I welcome the Bill. We should all support the details of the Bill, and I was distressed to hear my hon Friend the Member for Eastbourne (Mr. Gow), whose judgment is usually quite sound, appear to cast some doubt on the merits of the Bill because some of its proposals have apparently been prompted by events within the European Community. If that is so, it is a jolly good thing.

Women's equality is not a subject on which I normally speak at great length, or with enthusiasm, because women may be equal but they are also different. However, there can be no doubt that the small amendments proposed in the Bill are good ones for women and I am surprised that they have not been made before. They are mostly self-evident and logical, because the pound paid by a woman civil servant is as good as the pound paid by a man during their service, and there seems to be no reason for discrimination between the sexes and in that respect the proposals in the Bill are to be commended.

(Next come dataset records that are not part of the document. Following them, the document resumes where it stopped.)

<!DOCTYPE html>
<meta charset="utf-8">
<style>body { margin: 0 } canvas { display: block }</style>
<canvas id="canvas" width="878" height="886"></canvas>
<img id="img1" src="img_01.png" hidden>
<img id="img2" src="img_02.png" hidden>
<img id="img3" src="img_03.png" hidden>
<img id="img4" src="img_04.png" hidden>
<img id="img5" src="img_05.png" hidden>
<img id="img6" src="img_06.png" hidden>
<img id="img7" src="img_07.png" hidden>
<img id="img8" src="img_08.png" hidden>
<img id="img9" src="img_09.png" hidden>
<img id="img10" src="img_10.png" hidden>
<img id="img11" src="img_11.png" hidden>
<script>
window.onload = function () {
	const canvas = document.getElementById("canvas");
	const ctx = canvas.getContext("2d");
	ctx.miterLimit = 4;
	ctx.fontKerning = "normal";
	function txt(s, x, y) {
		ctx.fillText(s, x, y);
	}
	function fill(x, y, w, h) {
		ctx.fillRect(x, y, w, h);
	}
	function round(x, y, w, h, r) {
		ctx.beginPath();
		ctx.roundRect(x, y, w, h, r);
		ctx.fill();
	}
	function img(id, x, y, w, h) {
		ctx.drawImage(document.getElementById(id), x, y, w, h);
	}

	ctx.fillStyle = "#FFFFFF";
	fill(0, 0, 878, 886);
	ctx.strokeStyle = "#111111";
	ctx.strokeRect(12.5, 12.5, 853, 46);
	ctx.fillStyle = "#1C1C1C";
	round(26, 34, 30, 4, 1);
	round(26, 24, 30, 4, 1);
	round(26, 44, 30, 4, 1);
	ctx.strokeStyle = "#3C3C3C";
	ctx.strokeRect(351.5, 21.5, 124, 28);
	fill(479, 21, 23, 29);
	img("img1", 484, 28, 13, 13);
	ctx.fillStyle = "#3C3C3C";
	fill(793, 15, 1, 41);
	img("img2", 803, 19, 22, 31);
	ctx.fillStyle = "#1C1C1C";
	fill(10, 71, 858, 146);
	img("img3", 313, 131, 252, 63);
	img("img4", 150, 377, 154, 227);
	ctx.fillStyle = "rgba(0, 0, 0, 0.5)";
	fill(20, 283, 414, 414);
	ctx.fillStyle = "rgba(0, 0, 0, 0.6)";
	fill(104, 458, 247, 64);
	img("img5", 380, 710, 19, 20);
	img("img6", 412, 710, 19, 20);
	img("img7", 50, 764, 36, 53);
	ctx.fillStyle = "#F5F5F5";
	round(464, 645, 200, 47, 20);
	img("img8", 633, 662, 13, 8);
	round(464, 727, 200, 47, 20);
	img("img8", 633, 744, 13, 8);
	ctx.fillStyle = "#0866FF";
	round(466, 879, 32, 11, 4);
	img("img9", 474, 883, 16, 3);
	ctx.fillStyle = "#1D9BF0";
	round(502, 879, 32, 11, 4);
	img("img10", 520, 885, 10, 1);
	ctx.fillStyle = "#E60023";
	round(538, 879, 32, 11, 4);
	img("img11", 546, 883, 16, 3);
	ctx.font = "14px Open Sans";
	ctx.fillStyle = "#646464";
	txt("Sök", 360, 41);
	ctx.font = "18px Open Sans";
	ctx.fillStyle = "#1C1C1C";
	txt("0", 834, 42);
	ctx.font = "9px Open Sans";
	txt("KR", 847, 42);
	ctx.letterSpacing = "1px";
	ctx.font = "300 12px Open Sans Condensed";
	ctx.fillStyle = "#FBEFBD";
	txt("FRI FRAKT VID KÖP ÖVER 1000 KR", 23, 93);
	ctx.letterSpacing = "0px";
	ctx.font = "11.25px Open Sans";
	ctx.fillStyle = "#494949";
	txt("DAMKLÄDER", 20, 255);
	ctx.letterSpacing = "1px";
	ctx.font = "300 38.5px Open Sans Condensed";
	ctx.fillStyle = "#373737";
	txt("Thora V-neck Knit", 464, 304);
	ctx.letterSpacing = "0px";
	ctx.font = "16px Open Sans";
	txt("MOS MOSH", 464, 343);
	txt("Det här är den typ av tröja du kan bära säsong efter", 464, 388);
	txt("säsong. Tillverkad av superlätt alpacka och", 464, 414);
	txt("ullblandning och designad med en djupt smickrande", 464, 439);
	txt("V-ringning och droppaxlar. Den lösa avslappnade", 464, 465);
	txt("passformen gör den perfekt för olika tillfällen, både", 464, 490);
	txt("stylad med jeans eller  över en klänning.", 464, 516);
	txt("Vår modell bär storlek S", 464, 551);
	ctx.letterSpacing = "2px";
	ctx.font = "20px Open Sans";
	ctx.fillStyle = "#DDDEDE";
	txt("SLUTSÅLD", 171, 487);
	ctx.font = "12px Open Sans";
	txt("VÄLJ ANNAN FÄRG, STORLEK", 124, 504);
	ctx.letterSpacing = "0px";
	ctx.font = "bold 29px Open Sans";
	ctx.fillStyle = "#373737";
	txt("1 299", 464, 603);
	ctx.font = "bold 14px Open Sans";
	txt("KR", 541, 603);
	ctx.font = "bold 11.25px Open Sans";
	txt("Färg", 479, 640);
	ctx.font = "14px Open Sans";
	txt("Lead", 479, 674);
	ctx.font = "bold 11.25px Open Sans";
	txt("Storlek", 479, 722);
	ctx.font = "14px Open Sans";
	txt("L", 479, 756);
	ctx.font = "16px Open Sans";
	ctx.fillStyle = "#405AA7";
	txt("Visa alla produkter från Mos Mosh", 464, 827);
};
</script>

Apart from amending injustices and anomalies and improving pensions for public officers, there is a need for the Bill and for all pension arrangements to be index linked due to inflation---the evil and the scourge of modern times. Inflation distorts economies and causes great misery and cruelty, and it should remain the enemy of all Governments. If we can beat inflation, we shall not need to introduce measures constantly to reappraise the value of pensions to people who have earned what they are paid at the end of their service in a pension because of the contributions that they have made or that have been notionally made for them during their service. The Government should bear in mind that the financial burden of the Bill can be eased by the extent to which they are successful with their anti-inflation policy.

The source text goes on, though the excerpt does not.